🏮#16: Terguncang🏮

11 4 1
                                    

Berita itu datang ketika Elnara usai menunaikan salat Duha di masjid kompleks Yayasan. Sebuah telepon dari Farel yang begitu mengguncang dunianya.

"Assalamualaikum, El."

"Iya, Mas. Tumben nelepon. Ada apa?"

"Kamu yang sabar, ya, Dek. Jangan menyalahkan diri sendiri setelah dengar kabar ini."

"Ada apa, sih, Mas? Jangan buat El penasaran."

"Haris, kecelakaan tadi malam. Pulang dari rumah kita, El. Sekarang lagi ada di ICU. Di rumah sakit Islam."

Elnara membeku sesaat. Haris kecelakaan. Apa ini ada hubungannya dengan penolakan dirinya semalam? Jika benar, bagaimana bisa Elnara tidak menyalahkan dirinya sendiri?

Tanpa berpikir dua kali, ia bergegas kembali ke studio. Bermaksud untuk meminta izin tidak kerja hari itu. Ia ingin ke rumah sakit. Melihat kondisi Haris, tentu saja. Jika bekerja pun, Elnara yakin ia tidak akan bisa fokus mengerjakan tugasnya.

Ia bingung, harus meminta izin ke siapa? Ke bagian Humas kah? Mas Hasan sendiri baru akan kembali Senin besok. Ia juga sedang mengambil cuti karena menunggui ibunya yang sakit. Sementara wakilnya, Mbak Ivy sedang ada pertemuan dengan klien di luar kantor.

Satu tempat yang terpikirkan olehnya saat itu adalah ruang manajer tempat ia diwawancara tempo hari. Maka ia pun bergegas ke sana. Diketuknya pintu ruangan itu begitu ia tiba. Setelah suara dari dalam mempersilakan masuk, Elnara membuka pintu itu. Dilihatnya ada dua orang pria sedang asyik mengobrol di sofa. Bukan di meja kerja.

"Elnara?" tanya Al keheranan. Salah satu pria itu adalah Al, sementara yang satunya lagi Elnara ingat pernah melihatnya di kafetaria. Namun, ia lupa siapa namanya.

"Maaf, Mas. Saya mau izin tidak bekerja hari ini. Bisa minta izin ke siapa, ya?" tanya Elnara buru-buru. Tidak sempat lagi berpikir kenapa dua pria itu bisa ada di ruang manajer. Pikirannya juga tidak sampai pada kemungkinan kalau salah satu dari pria itu adalah manajernya.
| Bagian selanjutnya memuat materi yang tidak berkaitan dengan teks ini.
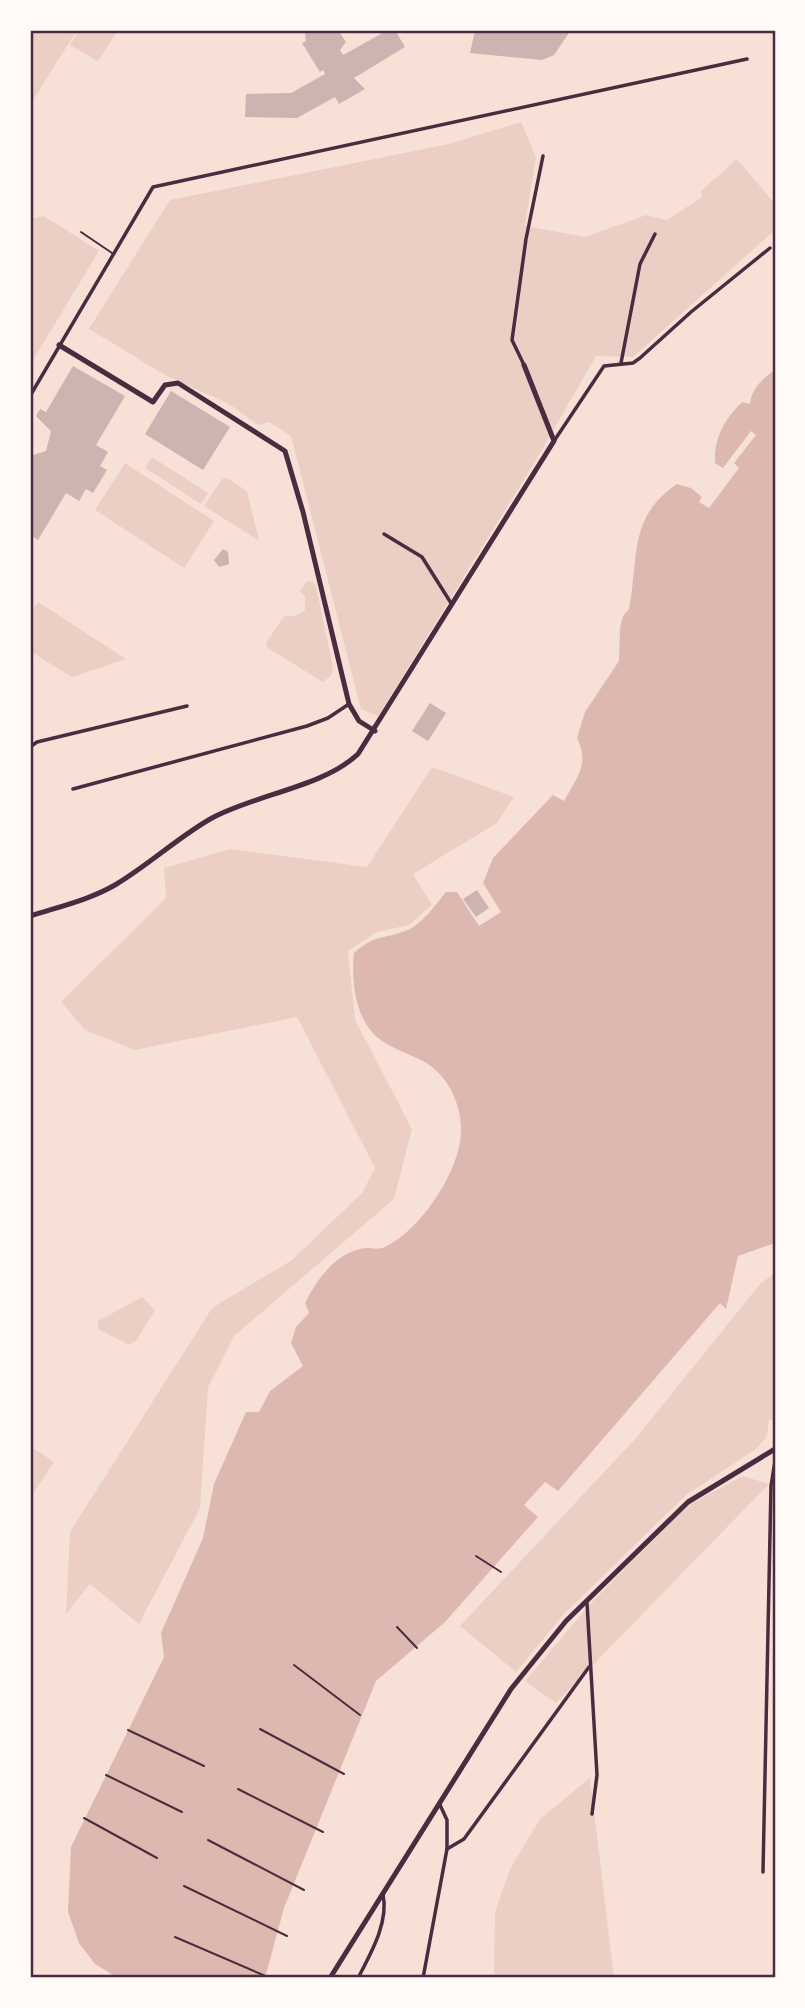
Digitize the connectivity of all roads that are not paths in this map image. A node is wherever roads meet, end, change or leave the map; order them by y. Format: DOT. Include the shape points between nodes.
graph roads {
  1 [pos="747,59"];
  2 [pos="543,156"];
  3 [pos="81,232"];
  4 [pos="655,234"];
  5 [pos="770,248"];
  6 [pos="114,254"];
  7 [pos="59,345"];
  8 [pos="621,363"];
  9 [pos="524,365"];
  10 [pos="30,396"];
  11 [pos="554,440"];
  12 [pos="384,534"];
  13 [pos="452,606"];
  14 [pos="349,704"];
  15 [pos="187,706"];
  16 [pos="375,732"];
  17 [pos="30,747"];
  18 [pos="73,789"];
  19 [pos="30,916"];
  20 [pos="775,1449"];
  21 [pos="775,1461"];
  22 [pos="587,1601"];
  23 [pos="589,1667"];
  24 [pos="766,1703"];
  25 [pos="775,1705"];
  26 [pos="440,1805"];
  27 [pos="592,1814"];
  28 [pos="447,1849"];
  29 [pos="763,1872"];
  30 [pos="383,1894"];
  31 [pos="330,1978"];
  32 [pos="358,1978"];
  33 [pos="424,1978"];
  1 -- 6 [label="street" via="153,187"];
  2 -- 9 [label="street" via="512,340"];
  3 -- 6 [label="lane"];
  4 -- 8 [label="street" via="640,264"];
  5 -- 8 [label="street" via="640,358"];
  6 -- 7 [label="street"];
  7 -- 10 [label="street"];
  7 -- 14 [label="street" via="153,402 165,384 178,383 285,451"];
  8 -- 11 [label="street" via="604,366 596,375"];
  9 -- 11 [label="street"];
  11 -- 13 [label="street"];
  12 -- 13 [label="street" via="422,557"];
  13 -- 16 [label="street"];
  14 -- 16 [label="street" via="359,721"];
  14 -- 18 [label="street" via="328,719 307,726"];
  15 -- 17 [label="street"];
  16 -- 19 [label="street" via="358,754 334,773 252,799 211,819 115,885"];
  20 -- 22 [label="street" via="688,1502"];
  21 -- 24 [label="street"];
  22 -- 23 [label="street"];
  22 -- 26 [label="street" via="511,1689"];
  23 -- 27 [label="street" via="597,1775"];
  23 -- 28 [label="street" via="464,1839"];
  24 -- 25 [label="street"];
  24 -- 29 [label="street"];
  26 -- 28 [label="street" via="447,1820"];
  26 -- 30 [label="street"];
  28 -- 33 [label="street"];
  30 -- 31 [label="street"];
  30 -- 32 [label="street" via="382,1923"];
}
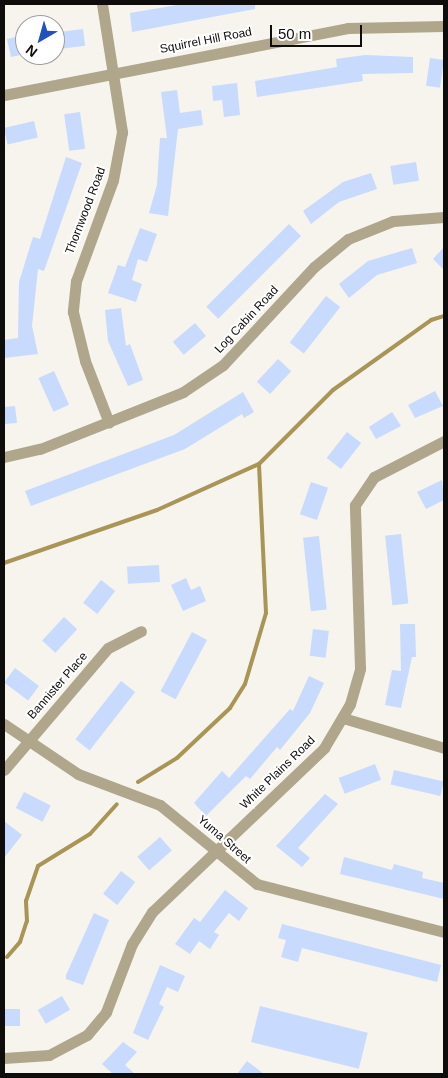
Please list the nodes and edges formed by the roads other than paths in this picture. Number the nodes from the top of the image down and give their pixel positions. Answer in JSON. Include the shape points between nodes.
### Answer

"Ada apa, El?" tanya Al yang lebih cepat merespons ketimbang pria satunya lagi.

"Ada kenalan yang kecelakaan. Kondisinya kritis. Masih belum sadar dan sekarang sedang ada di ICU. Saya mau nengok beliau, Mas." Suara Elnara terdengar bergetar, napasnya juga turun naik tidak beraturan. Gadis itu tampak kacau.

"Perlu saya anter, enggak, El?" Al menawarkan bantuan yang langsung ditolak oleh Elnara.

"Enggak perlu, Mas. Saya bisa naik bus. Kalau Mas Al mau tolong saya, tolong izinkan saya libur hari ini, ya, Mas." Elnara menatap Al dengan tatapan penuh harap.

"Tapi, kamu keliatan kacau, El." Al tampak khawatir.

"Insya Allah, saya enggak apa-apa." Elnara berusaha meyakinkan.

"Ta ...." Ucapan Al segera dipotong oleh pria yang satunya lagi.

"Hati-hati di jalan, ya, El. Nanti saya urus perizinan libur kamu."

Tidak menunggu lama lagi, setelah mengucapkan terima kasih, Elnara segera pergi meninggalkan studio. Langkahnya cepat, tetapi serampangan. Sekacau isi pikiran dan kondisi hatinya saat itu.

Elnara berbohong kepada Al kalau ia baik-baik saja. Sebenarnya, ia tidak baik-baik saja.

🏮🌟🏮

Tatapan Elnara masih saja kosong menatap tubuh Haris terbujur kaku di ruang ICU. Seluruh tubuhnya penuh luka dan bunyi alat pendeteksi detak jantungnya berbunyi lemah. Peralatan medis terpasang di banyak bagian tubuhnya. Selang oksigen juga tetesan infus dan transfusi darah terus bekerja memberi nutrisi untuk tubuh tak berdaya itu. Tetesannya bahkan lebih cepat dari detak jantung si pasien, seolah berkejaran untuk menyelamatkan nyawa jiwa yang sedang sekarat itu. Elnara tidak sampai hati melihatnya.